In the spring of 2016, our article, "Top 10 mobile adoption myths in fashion and luxury apparel," appeared in Mobile Commerce Daily. The article looked at the myths many retailers tend to cling to when contemplating a significant change to their business model. As usual, much of their resistance orbited around the notions that going mobile will cost too much and will not work.
This is a very typical response. Most people express great reluctance when they see change being forced on them. A broad swath of fashion and apparel retailers fit that description. Their industry has long been subject to the whims of fashion and relentless competition, but at least, for much of the 20th century, the pace was manageable. Fashion shows gave retail buyers a six-month heads-up on what to order, and their stores and catalogs helped make up customers' minds for them. It might never have been an easy industry to work in, but at least change was measured in months.

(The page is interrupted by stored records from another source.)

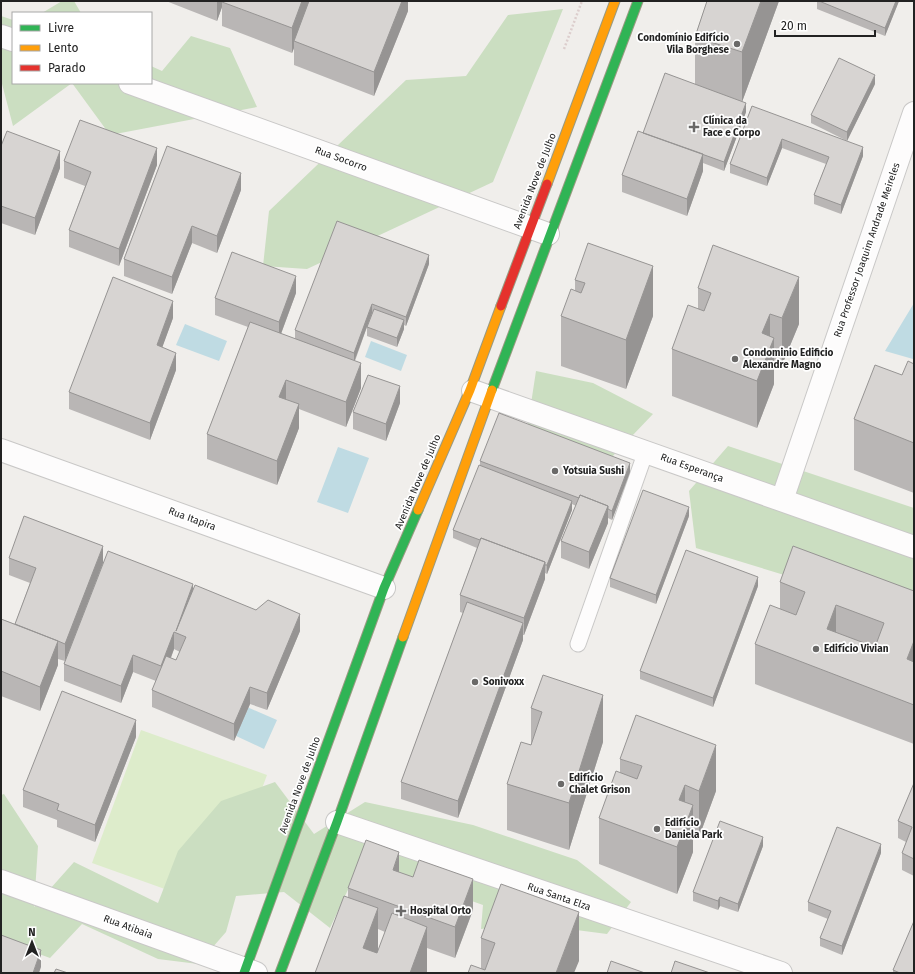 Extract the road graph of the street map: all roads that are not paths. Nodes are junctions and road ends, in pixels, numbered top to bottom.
1 (614, 1) edge
2 (638, 1) edge
3 (1, 36) edge
4 (12, 40) edge
5 (133, 84) edge
6 (914, 113) edge
7 (530, 227) junction
8 (551, 235) junction
9 (480, 393) junction
10 (1, 450) edge
11 (646, 451) junction
12 (782, 500) junction
13 (914, 547) edge
14 (384, 588) junction
15 (578, 644) dead end
16 (337, 822) junction
17 (1, 881) edge
18 (248, 972) edge
19 (280, 973) edge
20 (782, 973) edge

1 - 7 main road, Avenida Nove de Julho
2 - 8 main road, Avenida Nove de Julho
3 - 4 street
5 - 7 street, Rua Socorro
6 - 12 street, Rua Professor Joaquim Andrade Meireles
7 - 8 street, Rua Socorro
7 - 9 main road, Avenida Nove de Julho
8 - 9 main road, Avenida Nove de Julho
9 - 11 street, Rua Esperança
9 - 14 main road, Avenida Nove de Julho
9 - 16 main road, Avenida Nove de Julho
10 - 14 street, Rua Itapira
11 - 12 street, Rua Esperança
11 - 15 lane
12 - 13 street, Rua Esperança
14 - 18 main road, Avenida Nove de Julho
16 - 19 main road, Avenida Nove de Julho
16 - 20 street, Rua Santa Elza
17 - 18 street, Rua Atibaia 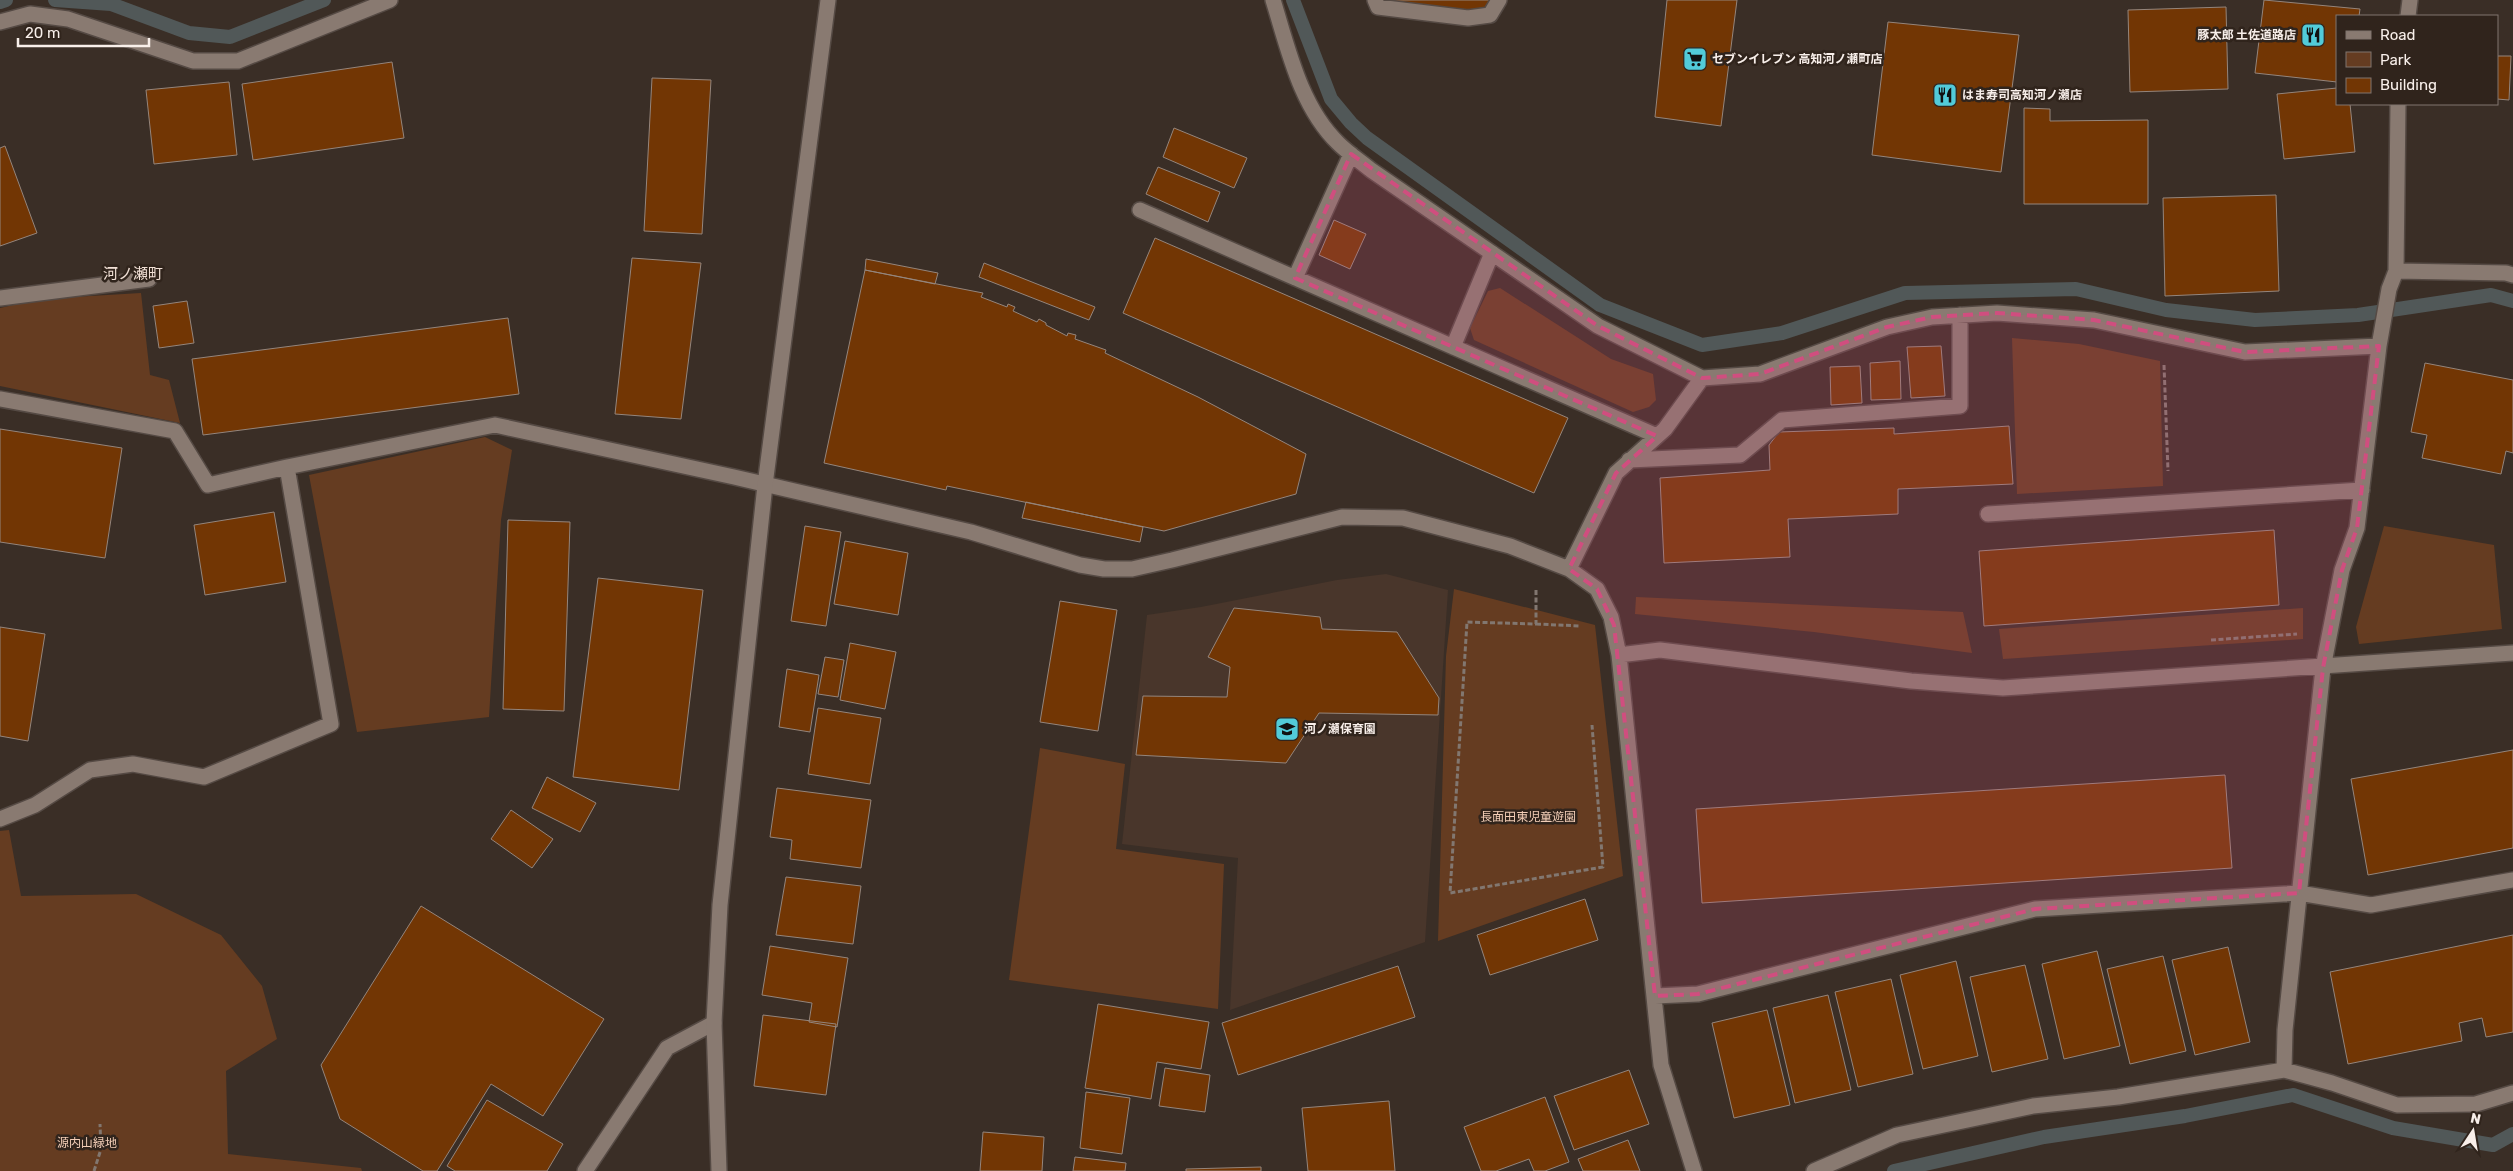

These same retailers now face a marketplace in which change and competitiveness are marked off in minutes and seconds. Shoppers expect personalized experiences and rewards just for showing up. Price transparency is forced onto the retailer by online technologies that clearly indicate who has the better prices. Mobile commerce has moved in and has brought with it a pace of change far more abrupt and seemingly less controllable than that which accompanied the emergence of debit cards, credit cards, or even the web itself.
But the changes involved in mobile commerce are different from other types of social change, for example, a government's imposition of a new sales tax. In that case, retailers and customers are both forced to adapt, which leaves both sides grumbling. In the case of mobile commerce, the consumer community is nudging the change forward. Adopting mobile technology is natural and inevitable.
To illustrate this point, think back to the early days of Facebook. Do you recall the TV ads they ran to get people to sign up and participate? Of course not. There were none. Facebook did not need ads. Its wild popularity grew virally. People just joined up. It was fascinating, and it brought something new and enjoyable to their lives. It was organic and unforced.
The use of technologies like mobile web and apps is also organic and unforced. No one is commanding consumers to shop on their phones or even look at them while they are in the store. Their banks are not forcing them to switch from writing checks to using single-click checkout. It is happening naturally. Every month, the number of mobile shoppers increases. Some are making purchases through their smartphone, and others are using it as a tool to make more informed in-person buys. Some are experimenting with buy online, pick up in-store, and many others are discovering the possibilities that dynamic delivery services can bring to their lives.
Change is happening because of customers, not in spite of them. The retailers who push back against quickly-evolving retail technology must bear in mind that the demand for these tools is not coming from a central authority but from customers themselves. Therefore, no matter what their reason for resistance, the harsh truth is, this change is coming all the same.